A single number is needed: how many lines of the data below contain "Śniadeckich".

[Stored items]
# # # # #
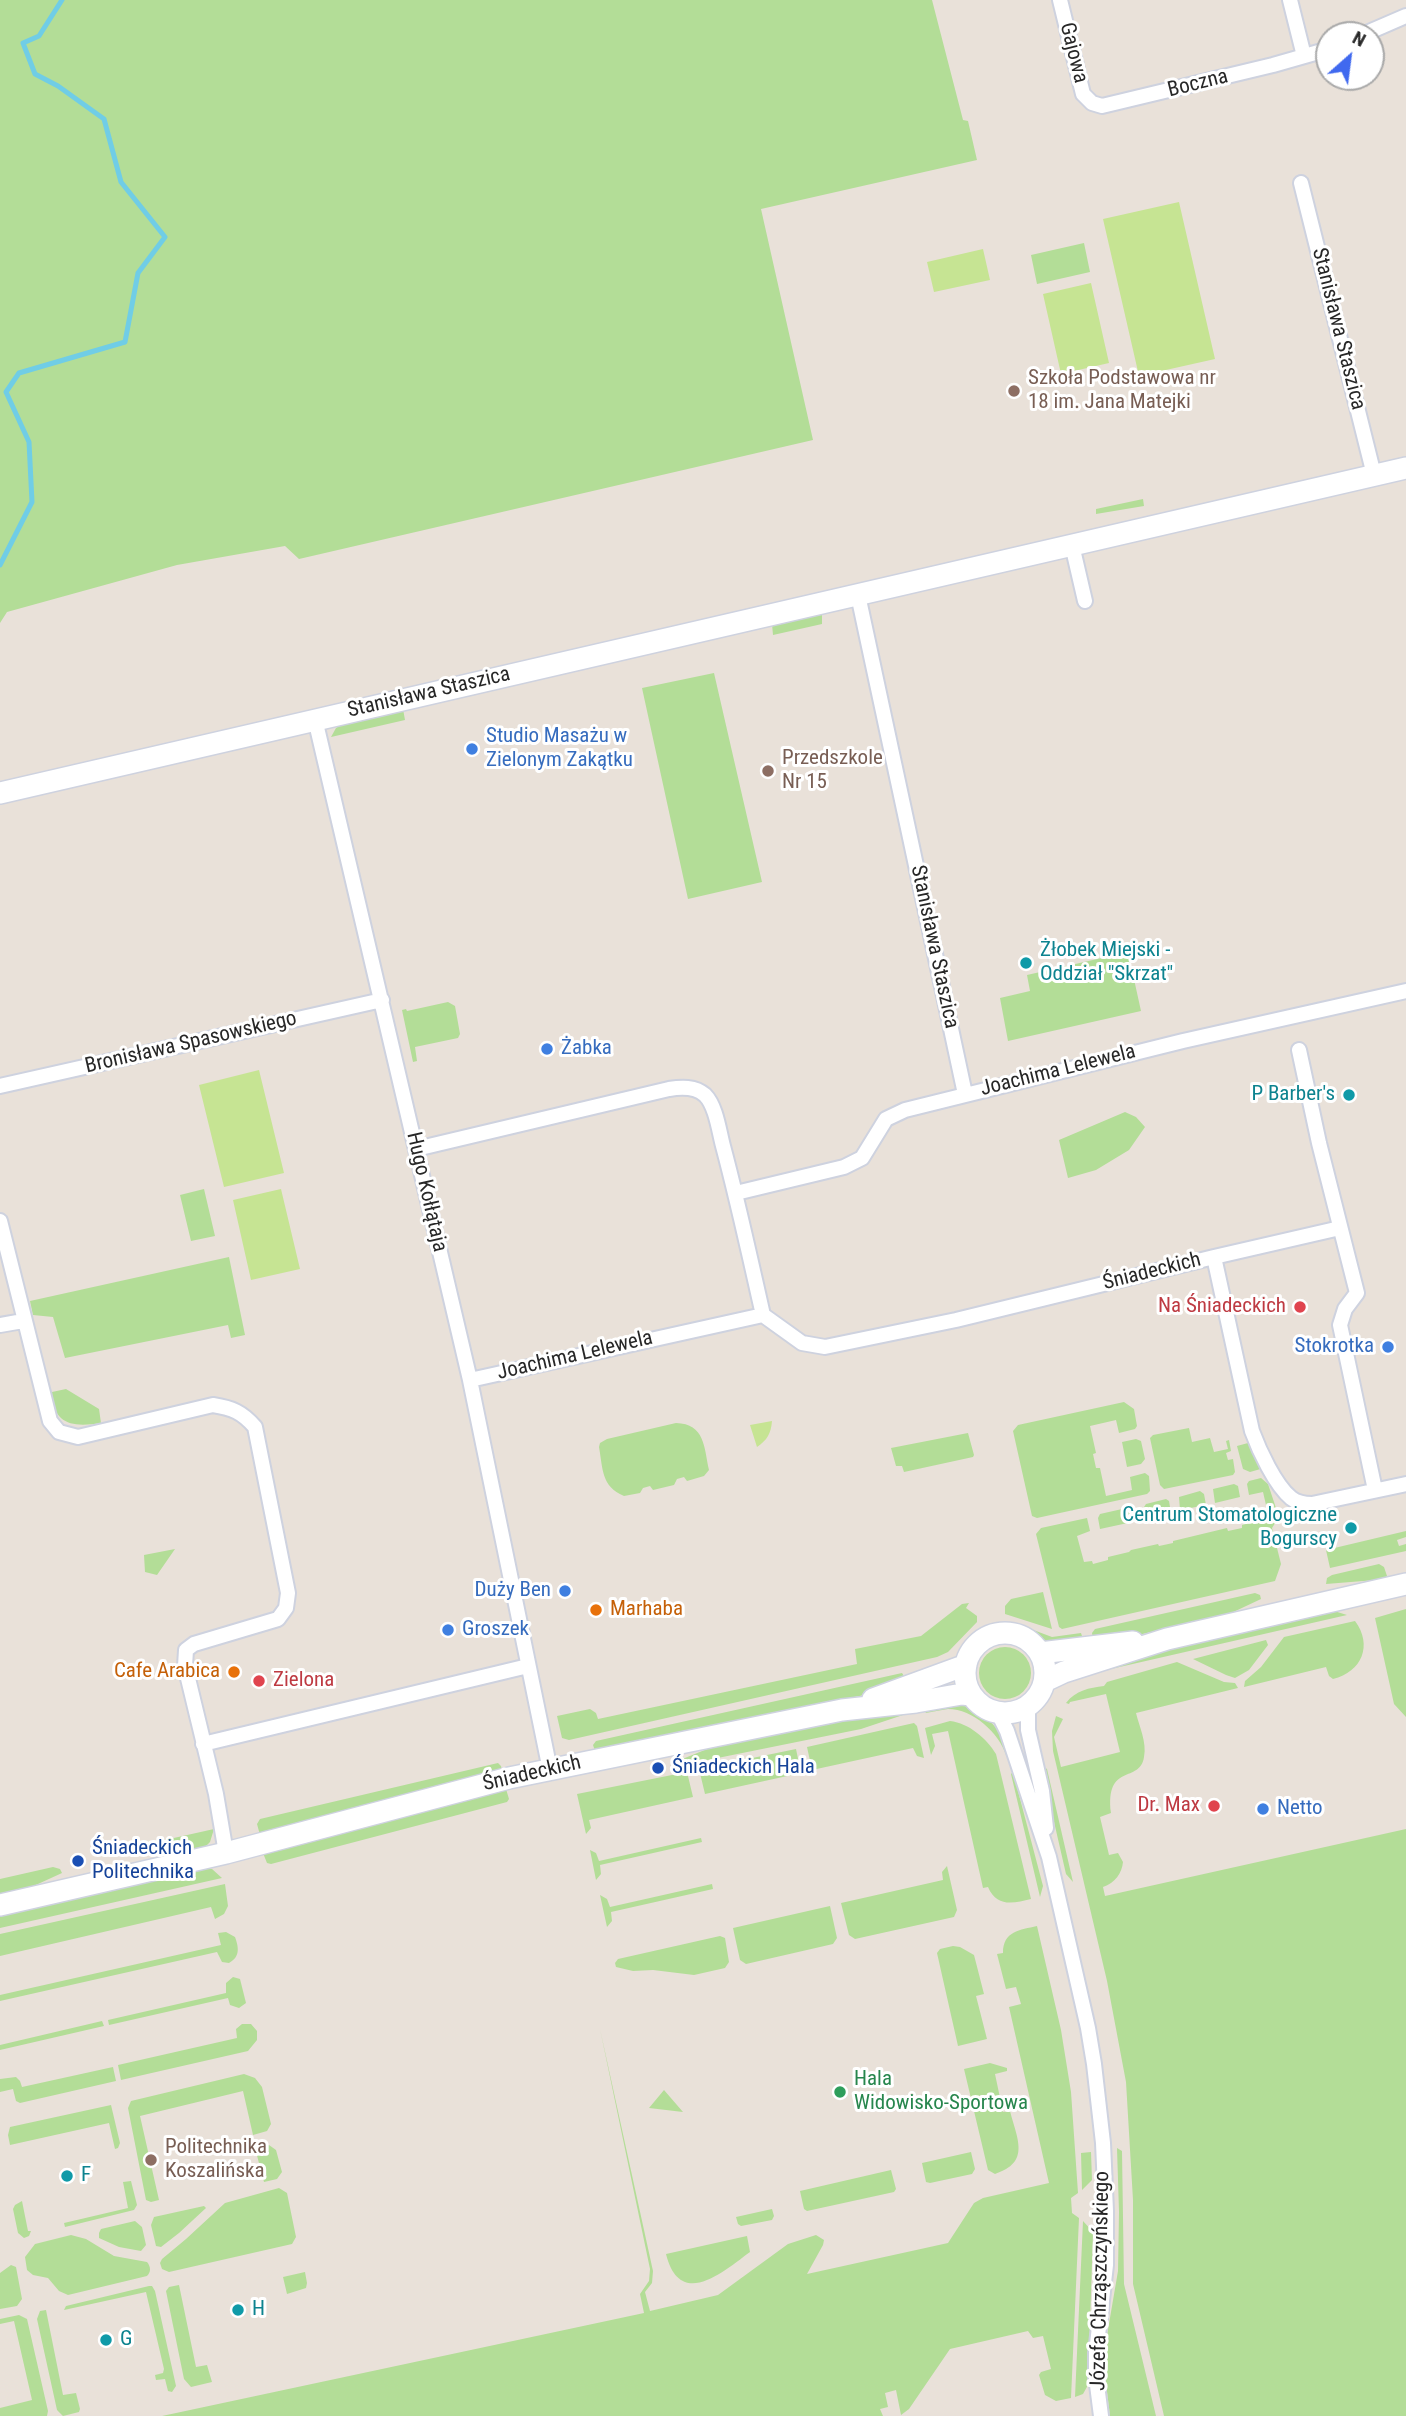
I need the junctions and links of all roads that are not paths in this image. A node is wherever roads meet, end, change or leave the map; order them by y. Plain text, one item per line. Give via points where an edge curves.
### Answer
1 (1060, 0) edge
2 (1290, 0) edge
3 (1406, 16) edge
4 (1385, 25) edge
5 (1315, 53) edge
6 (1304, 57) junction
7 (1092, 103) joint
8 (1301, 183) dead end
9 (1406, 468) edge
10 (1374, 475) junction
11 (1072, 545) junction
12 (858, 595) junction
13 (1085, 601) dead end
14 (315, 719) junction
15 (0, 793) edge
16 (1406, 991) edge
17 (382, 1000) junction
18 (1299, 1050) dead end
19 (0, 1086) edge
20 (965, 1094) junction
21 (415, 1149) junction
22 (736, 1193) junction
23 (0, 1221) edge
24 (1340, 1228) junction
25 (1214, 1257) junction
26 (763, 1315) junction
27 (23, 1321) junction
28 (0, 1325) edge
29 (470, 1380) junction
30 (1406, 1484) edge
31 (1375, 1490) junction
32 (1406, 1584) edge
33 (1167, 1639) junction
34 (1040, 1653) junction
35 (966, 1665) junction
36 (528, 1666) junction
37 (1045, 1681) junction
38 (971, 1695) junction
39 (1028, 1706) junction
40 (842, 1710) junction
41 (998, 1713) junction
42 (203, 1744) junction
43 (550, 1770) junction
44 (226, 1853) junction
45 (1049, 1857) junction
46 (0, 1905) edge
47 (1101, 2416) edge

1 - 7 street, Gajowa via 1083,94
2 - 6 street
3 - 4 street
5 - 6 street, Boczna
6 - 7 street, Boczna via 1115,104
8 - 10 street, Stanisława Staszica
9 - 10 street, Stanisława Staszica
10 - 11 street, Stanisława Staszica
11 - 12 street, Stanisława Staszica
11 - 13 street
12 - 14 street, Stanisława Staszica
12 - 20 street, Stanisława Staszica
14 - 15 street, Stanisława Staszica
14 - 17 street, Hugo Kołłątaja
16 - 20 street, Joachima Lelewela
17 - 19 street, Bronisława Spasowskiego
17 - 21 street, Hugo Kołłątaja
18 - 24 street
20 - 22 street, Joachima Lelewela via 886,1119 862,1158 844,1167
21 - 22 street via 684,1087 698,1090 711,1106
21 - 29 street, Hugo Kołłątaja
22 - 26 street
23 - 27 street
24 - 25 street
24 - 31 street via 1357,1293 1340,1325
25 - 26 street, Śniadeckich via 825,1347 802,1343
25 - 31 street, Śniadeckich via 1252,1431 1286,1493 1300,1503 1311,1504
26 - 29 street, Joachima Lelewela
27 - 28 street
27 - 42 street via 50,1420 59,1432 78,1437 213,1405 244,1414 255,1427 282,1557 286,1608 278,1619 186,1650 185,1666
29 - 36 street, Hugo Kołłątaja
30 - 31 street, Śniadeckich
32 - 33 street
33 - 34 street
33 - 37 street
34 - 35 street via 1018,1635 996,1634 980,1642
34 - 37 street
35 - 38 street via 965,1681
35 - 40 street, Śniadeckich
36 - 42 street
36 - 43 street, Hugo Kołłątaja
37 - 39 street
38 - 40 street, Śniadeckich
38 - 41 street
39 - 41 street
39 - 45 street, Józefa Chrząszczyńskiego
40 - 43 street, Śniadeckich
41 - 45 street, Józefa Chrząszczyńskiego
42 - 44 street
43 - 44 street, Śniadeckich
44 - 46 street, Śniadeckich
45 - 47 street, Józefa Chrząszczyńskiego via 1088,2028 1103,2143 1106,2264 1096,2377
# # # # #
REPLY =>
8